Rarely does the release of a bureaucratic document have geopolitical impact. The National Security Strategy, which the Obama administration will release on Friday, is a stark exception.
National security strategies are mandated under the landmark Goldwater-Nichols Act of 1986. The law requires that the president’s administration release a report annually. Administrations adhered to the law every year from 1987 through 2000, save for 1989 and 1992. After that, the pace slowed considerably. The Bush administration released two versions, in 2002 and 2006, and the Obama administration released its only NSS in May 2010.
National security and foreign policy types hotly debate the value of the exercise itself. Critics argue that it is no more than a wish list of issues and aspirations with very little sense of relative importance—in other words, it fails to say what really matters. Some say any real strategy, defined as one that makes tough choices between competing goals, could never be public, lest it signal America’s plans to our enemies.
Questions of frequency also spark disagreements. Releasing strategies too often can feel like the plans derive more from the headlines than from long-term national interests. On the other hand, taking too much time between strategies can mean failing to keep up with the gyrations of world politics.
Despite its critics, the NSS serves as a vital guide for American foreign policy. Its value might be summed by former Secretary of State Dean Acheson’s explanation of strategic planning: “To look ahead, not into the distant future, but beyond the vision of the operating officers caught in the smoke and crises of current battle; far enough ahead to see the emerging form of things to come and outline what should be done to meet or anticipate them.”
Given the amount of smoke and number of crises in the world today, making time to consider what is over the horizon could hardly be more important.
A second, more mundane but no less important task for the NSS is to inform the rest of the government what the United States wants to do in the world. Without an NSS, the bevy of strategic planning documents that flow from the Pentagon, the State Department, the Department of Homeland Security, and the intelligence community have no central, integrated strategy to plug into. Lacking guidance, each agency and department proceeds according to its own interests and prerogatives – exactly the outcome the NSS was designed to combat.

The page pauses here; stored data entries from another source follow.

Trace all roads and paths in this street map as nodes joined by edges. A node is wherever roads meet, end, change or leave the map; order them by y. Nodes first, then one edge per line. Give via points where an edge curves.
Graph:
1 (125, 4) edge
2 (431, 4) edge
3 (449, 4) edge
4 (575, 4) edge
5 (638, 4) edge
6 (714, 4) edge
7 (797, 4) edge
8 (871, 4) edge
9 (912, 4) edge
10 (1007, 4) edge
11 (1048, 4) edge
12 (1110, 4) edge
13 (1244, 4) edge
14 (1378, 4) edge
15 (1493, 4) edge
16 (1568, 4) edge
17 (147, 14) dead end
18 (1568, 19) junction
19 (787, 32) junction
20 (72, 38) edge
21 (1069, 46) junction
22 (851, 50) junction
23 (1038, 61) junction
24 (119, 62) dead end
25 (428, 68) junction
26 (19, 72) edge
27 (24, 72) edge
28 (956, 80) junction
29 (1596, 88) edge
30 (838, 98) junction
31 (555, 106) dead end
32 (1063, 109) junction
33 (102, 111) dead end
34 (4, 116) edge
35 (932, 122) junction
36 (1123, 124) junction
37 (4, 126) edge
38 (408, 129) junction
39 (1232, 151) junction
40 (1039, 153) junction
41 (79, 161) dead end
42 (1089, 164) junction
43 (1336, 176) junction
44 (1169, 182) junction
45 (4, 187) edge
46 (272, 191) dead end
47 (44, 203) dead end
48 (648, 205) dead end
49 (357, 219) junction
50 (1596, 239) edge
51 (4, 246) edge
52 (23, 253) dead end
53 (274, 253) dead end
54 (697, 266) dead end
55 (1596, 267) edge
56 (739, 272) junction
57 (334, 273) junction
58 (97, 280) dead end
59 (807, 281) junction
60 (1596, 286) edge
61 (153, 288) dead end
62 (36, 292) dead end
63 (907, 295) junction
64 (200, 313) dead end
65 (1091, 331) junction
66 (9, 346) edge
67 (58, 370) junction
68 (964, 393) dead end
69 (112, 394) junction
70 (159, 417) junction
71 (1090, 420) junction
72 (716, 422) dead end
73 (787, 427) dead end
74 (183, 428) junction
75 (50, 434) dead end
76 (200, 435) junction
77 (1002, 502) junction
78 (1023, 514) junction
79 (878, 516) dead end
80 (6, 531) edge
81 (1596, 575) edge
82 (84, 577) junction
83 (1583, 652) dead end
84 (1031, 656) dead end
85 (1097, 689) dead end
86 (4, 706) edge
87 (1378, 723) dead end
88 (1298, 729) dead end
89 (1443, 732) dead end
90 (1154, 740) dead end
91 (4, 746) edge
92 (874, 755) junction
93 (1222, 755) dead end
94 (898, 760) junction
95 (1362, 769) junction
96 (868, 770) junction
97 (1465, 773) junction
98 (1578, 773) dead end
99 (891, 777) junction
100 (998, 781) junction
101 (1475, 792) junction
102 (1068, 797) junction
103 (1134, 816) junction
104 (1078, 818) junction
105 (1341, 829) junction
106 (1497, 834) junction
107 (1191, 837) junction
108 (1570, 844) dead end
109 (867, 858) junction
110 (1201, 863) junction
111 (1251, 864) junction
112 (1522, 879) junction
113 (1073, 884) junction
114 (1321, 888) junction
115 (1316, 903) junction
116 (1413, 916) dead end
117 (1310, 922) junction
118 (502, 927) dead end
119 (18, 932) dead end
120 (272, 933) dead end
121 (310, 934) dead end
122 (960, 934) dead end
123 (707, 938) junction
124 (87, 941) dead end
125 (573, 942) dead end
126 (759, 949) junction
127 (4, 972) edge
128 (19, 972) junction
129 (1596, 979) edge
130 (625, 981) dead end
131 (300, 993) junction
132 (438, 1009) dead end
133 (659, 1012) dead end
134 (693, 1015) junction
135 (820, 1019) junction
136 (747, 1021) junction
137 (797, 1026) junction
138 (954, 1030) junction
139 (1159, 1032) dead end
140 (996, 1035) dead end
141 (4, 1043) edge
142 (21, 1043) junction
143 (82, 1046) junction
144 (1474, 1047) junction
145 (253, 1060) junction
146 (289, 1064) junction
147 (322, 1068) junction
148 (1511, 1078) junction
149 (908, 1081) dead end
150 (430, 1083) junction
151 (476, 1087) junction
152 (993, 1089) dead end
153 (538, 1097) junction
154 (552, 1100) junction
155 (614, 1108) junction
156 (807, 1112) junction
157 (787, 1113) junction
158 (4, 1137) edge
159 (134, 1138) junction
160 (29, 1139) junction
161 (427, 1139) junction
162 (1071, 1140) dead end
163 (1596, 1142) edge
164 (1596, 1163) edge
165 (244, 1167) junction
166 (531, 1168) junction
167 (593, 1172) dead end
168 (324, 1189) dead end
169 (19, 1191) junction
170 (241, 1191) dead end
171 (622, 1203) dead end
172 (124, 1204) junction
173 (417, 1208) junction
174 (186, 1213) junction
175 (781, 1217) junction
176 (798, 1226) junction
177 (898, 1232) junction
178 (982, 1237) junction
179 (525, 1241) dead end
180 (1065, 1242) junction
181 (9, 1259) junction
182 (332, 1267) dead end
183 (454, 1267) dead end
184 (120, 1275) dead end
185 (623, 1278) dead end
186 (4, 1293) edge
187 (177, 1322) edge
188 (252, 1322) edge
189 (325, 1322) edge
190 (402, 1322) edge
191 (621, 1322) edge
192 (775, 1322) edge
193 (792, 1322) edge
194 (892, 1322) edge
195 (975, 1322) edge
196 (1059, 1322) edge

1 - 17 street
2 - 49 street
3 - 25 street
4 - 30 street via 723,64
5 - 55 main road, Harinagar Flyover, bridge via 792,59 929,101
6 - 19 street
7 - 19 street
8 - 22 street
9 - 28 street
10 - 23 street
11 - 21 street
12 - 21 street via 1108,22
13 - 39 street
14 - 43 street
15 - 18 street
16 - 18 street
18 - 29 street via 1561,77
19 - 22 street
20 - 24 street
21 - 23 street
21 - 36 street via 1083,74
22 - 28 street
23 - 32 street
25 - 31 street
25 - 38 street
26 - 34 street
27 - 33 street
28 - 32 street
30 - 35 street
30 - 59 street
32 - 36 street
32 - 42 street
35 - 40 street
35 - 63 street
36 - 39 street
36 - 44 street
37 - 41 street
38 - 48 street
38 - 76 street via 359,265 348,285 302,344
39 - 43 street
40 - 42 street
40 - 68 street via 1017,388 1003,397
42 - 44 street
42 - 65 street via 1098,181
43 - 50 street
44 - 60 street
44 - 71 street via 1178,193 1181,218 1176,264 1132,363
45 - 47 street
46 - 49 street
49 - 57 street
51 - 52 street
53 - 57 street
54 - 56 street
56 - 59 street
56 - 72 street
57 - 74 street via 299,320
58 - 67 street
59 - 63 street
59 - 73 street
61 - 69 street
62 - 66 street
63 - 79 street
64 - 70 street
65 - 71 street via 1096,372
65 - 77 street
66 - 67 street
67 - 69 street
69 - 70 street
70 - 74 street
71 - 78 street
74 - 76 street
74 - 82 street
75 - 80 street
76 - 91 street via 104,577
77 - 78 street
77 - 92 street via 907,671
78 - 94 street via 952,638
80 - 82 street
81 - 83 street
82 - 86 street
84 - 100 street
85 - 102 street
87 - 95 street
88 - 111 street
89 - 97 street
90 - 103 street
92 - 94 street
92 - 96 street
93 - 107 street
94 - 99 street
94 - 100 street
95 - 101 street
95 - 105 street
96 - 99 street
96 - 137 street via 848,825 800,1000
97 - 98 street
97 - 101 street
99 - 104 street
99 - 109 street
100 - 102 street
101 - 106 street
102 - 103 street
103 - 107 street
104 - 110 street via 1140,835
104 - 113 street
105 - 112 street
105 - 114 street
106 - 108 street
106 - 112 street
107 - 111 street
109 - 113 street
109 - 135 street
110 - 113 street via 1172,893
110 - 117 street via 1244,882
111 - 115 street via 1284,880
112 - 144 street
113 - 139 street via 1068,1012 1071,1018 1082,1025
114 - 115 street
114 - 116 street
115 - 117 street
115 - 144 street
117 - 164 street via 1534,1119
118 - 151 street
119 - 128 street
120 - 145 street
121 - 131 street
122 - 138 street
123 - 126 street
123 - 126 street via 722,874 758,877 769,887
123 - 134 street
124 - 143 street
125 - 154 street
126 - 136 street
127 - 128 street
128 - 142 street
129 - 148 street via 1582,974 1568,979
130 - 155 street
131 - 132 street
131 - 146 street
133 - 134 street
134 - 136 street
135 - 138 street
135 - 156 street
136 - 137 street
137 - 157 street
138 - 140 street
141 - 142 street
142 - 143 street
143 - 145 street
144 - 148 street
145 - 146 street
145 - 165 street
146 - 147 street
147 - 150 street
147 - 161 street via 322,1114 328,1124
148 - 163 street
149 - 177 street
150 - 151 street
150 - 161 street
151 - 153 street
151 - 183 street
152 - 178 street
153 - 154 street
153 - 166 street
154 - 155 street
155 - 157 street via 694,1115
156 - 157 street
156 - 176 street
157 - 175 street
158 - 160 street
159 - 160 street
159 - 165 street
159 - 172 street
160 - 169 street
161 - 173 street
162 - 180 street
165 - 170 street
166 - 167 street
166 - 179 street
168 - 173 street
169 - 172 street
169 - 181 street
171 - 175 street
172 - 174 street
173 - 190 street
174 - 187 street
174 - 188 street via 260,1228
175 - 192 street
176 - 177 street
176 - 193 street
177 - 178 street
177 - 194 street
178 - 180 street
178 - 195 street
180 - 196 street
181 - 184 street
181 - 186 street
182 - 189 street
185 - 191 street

Even when the strategy misses the mark, or when an event such as 9/11 changes the strategic landscape and reshuffles policymakers’ priorities, the planning process itself can still provide useful insights. As President Eisenhower said, “Plans are worthless, but planning is everything.” (And given that Eisenhower commissioned one of the most important strategic planning processes in history, Project Solarium, he might have been overstating the first part.)
Almost five years have passed since the last NSS, so the upcoming installment is overdue. The interim has seen the Middle East go through the Arab Awakening, followed by a wicked turn embodied by ISIS. Russia has invaded Crimea and stirred up violence in Eastern Ukraine. China and India both have strong new leaders looking to bolster their nation’s respective rises to power. The United States has started briskly down the road to recovery, bolstered by new a windfall of oil and gas. The list goes on. A new National Security Strategy, for all its flaws, can help guide America’s path – and on Friday, the wait is over.
Jacob Stokes is the Bacevich Fellow at the Center for a New American Security, where he works in the Strategy and Statecraft program.